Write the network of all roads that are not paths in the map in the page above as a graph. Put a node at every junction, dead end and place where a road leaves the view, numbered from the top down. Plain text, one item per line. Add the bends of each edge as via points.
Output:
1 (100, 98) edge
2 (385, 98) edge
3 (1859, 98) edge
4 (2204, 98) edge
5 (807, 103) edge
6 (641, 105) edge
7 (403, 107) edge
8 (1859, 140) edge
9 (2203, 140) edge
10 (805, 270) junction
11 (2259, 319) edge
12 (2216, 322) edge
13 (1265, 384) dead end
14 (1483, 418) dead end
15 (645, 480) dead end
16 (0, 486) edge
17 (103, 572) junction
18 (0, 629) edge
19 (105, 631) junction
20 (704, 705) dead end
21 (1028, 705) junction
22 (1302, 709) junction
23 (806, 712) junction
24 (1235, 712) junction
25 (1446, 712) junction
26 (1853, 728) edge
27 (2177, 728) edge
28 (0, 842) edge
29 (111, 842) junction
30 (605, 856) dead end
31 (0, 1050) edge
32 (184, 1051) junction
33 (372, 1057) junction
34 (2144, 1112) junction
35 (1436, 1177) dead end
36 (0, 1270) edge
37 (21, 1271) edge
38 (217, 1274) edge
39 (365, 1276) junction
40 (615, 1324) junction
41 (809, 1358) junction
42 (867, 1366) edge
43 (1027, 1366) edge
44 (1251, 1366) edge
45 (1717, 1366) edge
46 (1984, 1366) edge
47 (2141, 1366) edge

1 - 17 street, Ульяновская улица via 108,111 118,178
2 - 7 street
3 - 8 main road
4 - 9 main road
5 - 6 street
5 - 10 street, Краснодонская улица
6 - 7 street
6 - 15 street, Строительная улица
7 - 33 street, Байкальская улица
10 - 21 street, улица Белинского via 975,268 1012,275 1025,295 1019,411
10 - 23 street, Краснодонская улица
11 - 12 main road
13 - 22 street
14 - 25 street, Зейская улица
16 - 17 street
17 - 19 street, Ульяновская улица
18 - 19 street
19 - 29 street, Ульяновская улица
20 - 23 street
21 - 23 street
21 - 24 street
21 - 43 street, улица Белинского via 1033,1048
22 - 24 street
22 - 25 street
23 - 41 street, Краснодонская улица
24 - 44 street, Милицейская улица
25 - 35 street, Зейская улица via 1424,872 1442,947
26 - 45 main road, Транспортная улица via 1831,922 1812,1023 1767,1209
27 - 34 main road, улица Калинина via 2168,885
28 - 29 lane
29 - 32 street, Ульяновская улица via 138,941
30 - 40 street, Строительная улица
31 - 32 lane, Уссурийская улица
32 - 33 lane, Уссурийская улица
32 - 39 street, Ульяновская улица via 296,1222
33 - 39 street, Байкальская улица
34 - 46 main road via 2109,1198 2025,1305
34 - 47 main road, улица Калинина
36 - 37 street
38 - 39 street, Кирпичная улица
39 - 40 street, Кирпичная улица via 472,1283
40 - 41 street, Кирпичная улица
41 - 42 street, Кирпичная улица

(ASSIGNMENT):
Return the listing above in its entirety, word for word.

(TASK OUTPUT):
Write the network of all roads that are not paths in the map in the page above as a graph. Put a node at every junction, dead end and place where a road leaves the view, numbered from the top down. Plain text, one item per line. Add the bends of each edge as via points.
Output:
1 (100, 98) edge
2 (385, 98) edge
3 (1859, 98) edge
4 (2204, 98) edge
5 (807, 103) edge
6 (641, 105) edge
7 (403, 107) edge
8 (1859, 140) edge
9 (2203, 140) edge
10 (805, 270) junction
11 (2259, 319) edge
12 (2216, 322) edge
13 (1265, 384) dead end
14 (1483, 418) dead end
15 (645, 480) dead end
16 (0, 486) edge
17 (103, 572) junction
18 (0, 629) edge
19 (105, 631) junction
20 (704, 705) dead end
21 (1028, 705) junction
22 (1302, 709) junction
23 (806, 712) junction
24 (1235, 712) junction
25 (1446, 712) junction
26 (1853, 728) edge
27 (2177, 728) edge
28 (0, 842) edge
29 (111, 842) junction
30 (605, 856) dead end
31 (0, 1050) edge
32 (184, 1051) junction
33 (372, 1057) junction
34 (2144, 1112) junction
35 (1436, 1177) dead end
36 (0, 1270) edge
37 (21, 1271) edge
38 (217, 1274) edge
39 (365, 1276) junction
40 (615, 1324) junction
41 (809, 1358) junction
42 (867, 1366) edge
43 (1027, 1366) edge
44 (1251, 1366) edge
45 (1717, 1366) edge
46 (1984, 1366) edge
47 (2141, 1366) edge

1 - 17 street, Ульяновская улица via 108,111 118,178
2 - 7 street
3 - 8 main road
4 - 9 main road
5 - 6 street
5 - 10 street, Краснодонская улица
6 - 7 street
6 - 15 street, Строительная улица
7 - 33 street, Байкальская улица
10 - 21 street, улица Белинского via 975,268 1012,275 1025,295 1019,411
10 - 23 street, Краснодонская улица
11 - 12 main road
13 - 22 street
14 - 25 street, Зейская улица
16 - 17 street
17 - 19 street, Ульяновская улица
18 - 19 street
19 - 29 street, Ульяновская улица
20 - 23 street
21 - 23 street
21 - 24 street
21 - 43 street, улица Белинского via 1033,1048
22 - 24 street
22 - 25 street
23 - 41 street, Краснодонская улица
24 - 44 street, Милицейская улица
25 - 35 street, Зейская улица via 1424,872 1442,947
26 - 45 main road, Транспортная улица via 1831,922 1812,1023 1767,1209
27 - 34 main road, улица Калинина via 2168,885
28 - 29 lane
29 - 32 street, Ульяновская улица via 138,941
30 - 40 street, Строительная улица
31 - 32 lane, Уссурийская улица
32 - 33 lane, Уссурийская улица
32 - 39 street, Ульяновская улица via 296,1222
33 - 39 street, Байкальская улица
34 - 46 main road via 2109,1198 2025,1305
34 - 47 main road, улица Калинина
36 - 37 street
38 - 39 street, Кирпичная улица
39 - 40 street, Кирпичная улица via 472,1283
40 - 41 street, Кирпичная улица
41 - 42 street, Кирпичная улица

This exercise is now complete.